Saved data entries

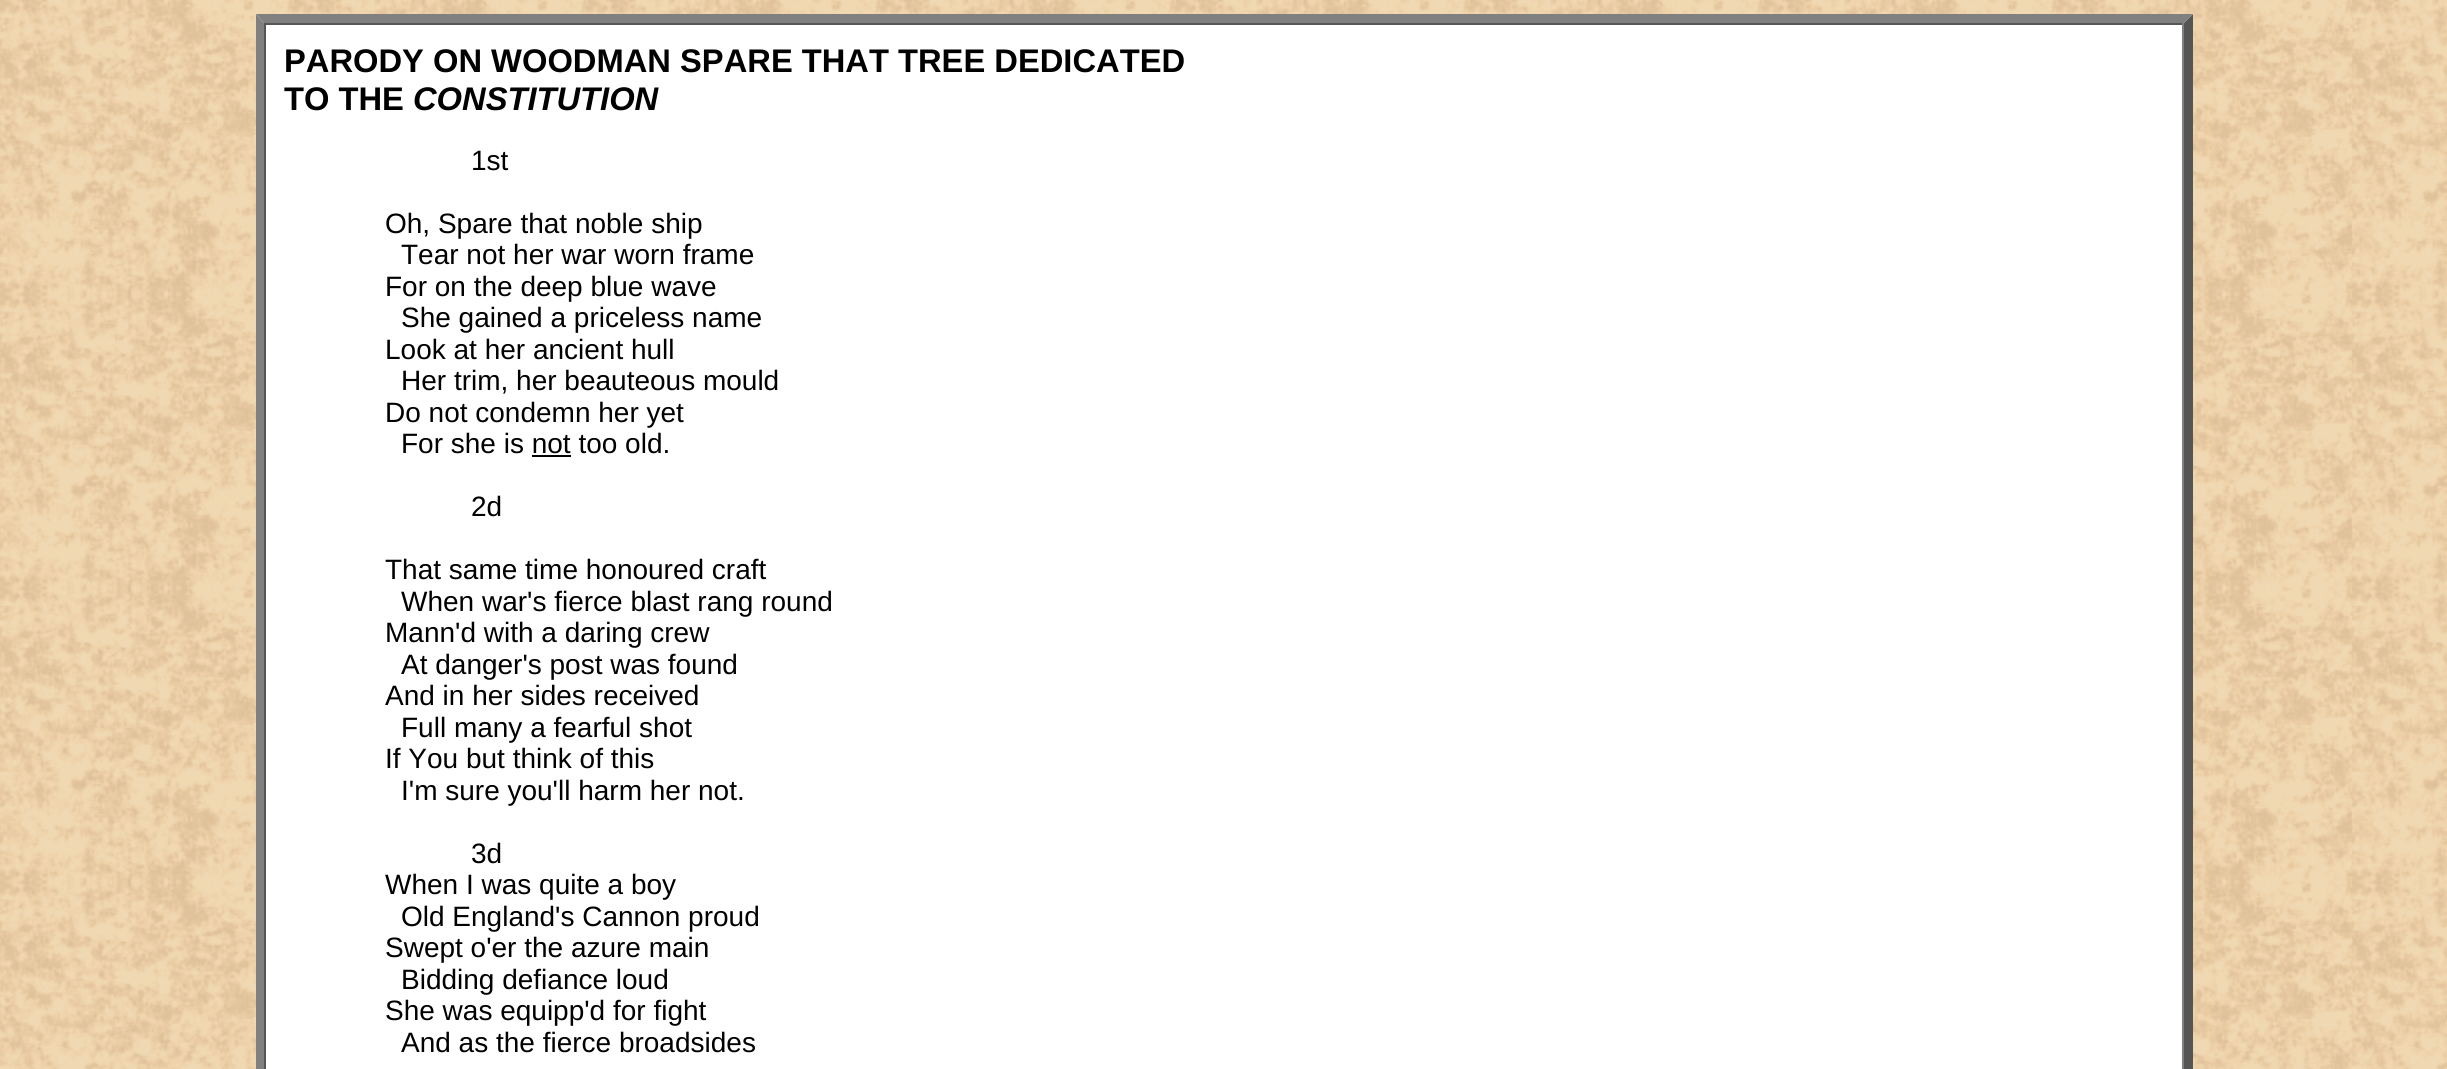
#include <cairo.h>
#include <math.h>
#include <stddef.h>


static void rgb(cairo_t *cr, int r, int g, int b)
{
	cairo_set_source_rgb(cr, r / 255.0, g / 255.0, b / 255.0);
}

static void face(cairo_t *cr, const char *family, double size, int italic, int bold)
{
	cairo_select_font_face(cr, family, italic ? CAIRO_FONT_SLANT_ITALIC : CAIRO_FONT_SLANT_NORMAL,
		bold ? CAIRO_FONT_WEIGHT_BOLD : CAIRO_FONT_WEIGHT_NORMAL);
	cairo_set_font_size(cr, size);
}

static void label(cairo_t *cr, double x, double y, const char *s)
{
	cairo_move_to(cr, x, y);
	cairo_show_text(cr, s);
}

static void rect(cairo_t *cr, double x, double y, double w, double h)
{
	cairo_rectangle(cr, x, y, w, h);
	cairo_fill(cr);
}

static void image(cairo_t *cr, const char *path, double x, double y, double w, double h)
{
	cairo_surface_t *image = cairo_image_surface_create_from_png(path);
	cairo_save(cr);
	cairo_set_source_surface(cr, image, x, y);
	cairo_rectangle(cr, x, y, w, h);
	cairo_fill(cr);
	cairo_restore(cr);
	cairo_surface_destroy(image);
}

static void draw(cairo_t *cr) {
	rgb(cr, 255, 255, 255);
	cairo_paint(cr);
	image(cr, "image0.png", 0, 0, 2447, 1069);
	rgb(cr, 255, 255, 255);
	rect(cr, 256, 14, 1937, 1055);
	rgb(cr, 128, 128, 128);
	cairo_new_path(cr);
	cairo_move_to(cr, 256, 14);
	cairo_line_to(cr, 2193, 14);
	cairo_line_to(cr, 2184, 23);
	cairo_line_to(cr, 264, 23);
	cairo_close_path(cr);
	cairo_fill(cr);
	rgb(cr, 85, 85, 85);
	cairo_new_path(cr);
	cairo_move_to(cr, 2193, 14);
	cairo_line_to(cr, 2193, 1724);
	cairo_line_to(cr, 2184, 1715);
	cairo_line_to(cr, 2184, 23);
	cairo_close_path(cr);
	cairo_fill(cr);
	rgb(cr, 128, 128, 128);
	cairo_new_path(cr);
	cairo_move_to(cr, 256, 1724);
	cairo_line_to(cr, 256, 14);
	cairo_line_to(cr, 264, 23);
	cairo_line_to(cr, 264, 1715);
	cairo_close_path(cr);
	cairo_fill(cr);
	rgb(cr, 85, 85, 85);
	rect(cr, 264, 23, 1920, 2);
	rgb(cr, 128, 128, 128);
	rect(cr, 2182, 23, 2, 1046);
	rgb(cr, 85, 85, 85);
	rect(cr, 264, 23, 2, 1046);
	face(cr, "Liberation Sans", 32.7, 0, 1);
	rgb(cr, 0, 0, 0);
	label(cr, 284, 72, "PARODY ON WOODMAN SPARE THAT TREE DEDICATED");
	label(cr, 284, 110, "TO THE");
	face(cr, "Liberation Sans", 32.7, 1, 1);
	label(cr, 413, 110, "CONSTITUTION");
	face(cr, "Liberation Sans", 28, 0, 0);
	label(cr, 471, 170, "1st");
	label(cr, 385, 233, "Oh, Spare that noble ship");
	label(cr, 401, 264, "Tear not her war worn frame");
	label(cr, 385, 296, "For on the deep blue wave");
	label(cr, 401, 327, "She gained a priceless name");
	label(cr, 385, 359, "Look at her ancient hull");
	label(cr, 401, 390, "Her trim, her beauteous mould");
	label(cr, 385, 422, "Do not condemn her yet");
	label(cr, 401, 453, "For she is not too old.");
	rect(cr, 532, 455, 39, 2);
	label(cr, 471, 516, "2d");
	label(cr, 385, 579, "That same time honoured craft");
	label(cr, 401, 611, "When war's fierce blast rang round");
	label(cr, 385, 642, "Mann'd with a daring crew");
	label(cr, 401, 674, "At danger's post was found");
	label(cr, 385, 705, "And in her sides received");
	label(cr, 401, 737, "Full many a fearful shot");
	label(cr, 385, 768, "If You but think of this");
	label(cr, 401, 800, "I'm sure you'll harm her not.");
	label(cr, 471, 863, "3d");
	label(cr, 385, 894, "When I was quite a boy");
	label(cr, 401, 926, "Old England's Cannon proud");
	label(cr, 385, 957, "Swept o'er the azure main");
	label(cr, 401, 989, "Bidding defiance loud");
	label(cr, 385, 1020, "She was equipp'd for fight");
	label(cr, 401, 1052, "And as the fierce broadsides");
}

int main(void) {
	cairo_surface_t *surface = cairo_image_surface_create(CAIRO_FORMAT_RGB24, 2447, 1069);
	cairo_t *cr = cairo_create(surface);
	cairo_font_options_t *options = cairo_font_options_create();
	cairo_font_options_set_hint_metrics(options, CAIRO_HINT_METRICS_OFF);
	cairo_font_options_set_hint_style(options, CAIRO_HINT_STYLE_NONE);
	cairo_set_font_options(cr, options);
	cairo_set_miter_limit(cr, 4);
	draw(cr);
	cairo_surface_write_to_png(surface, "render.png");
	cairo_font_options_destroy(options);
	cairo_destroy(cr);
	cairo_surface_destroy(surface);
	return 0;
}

_Task description_
Wherever the string "size" appears in a line above, copy that line.

_Solution_
static void face(cairo_t *cr, const char *family, double size, int italic, int bold)
	cairo_set_font_size(cr, size);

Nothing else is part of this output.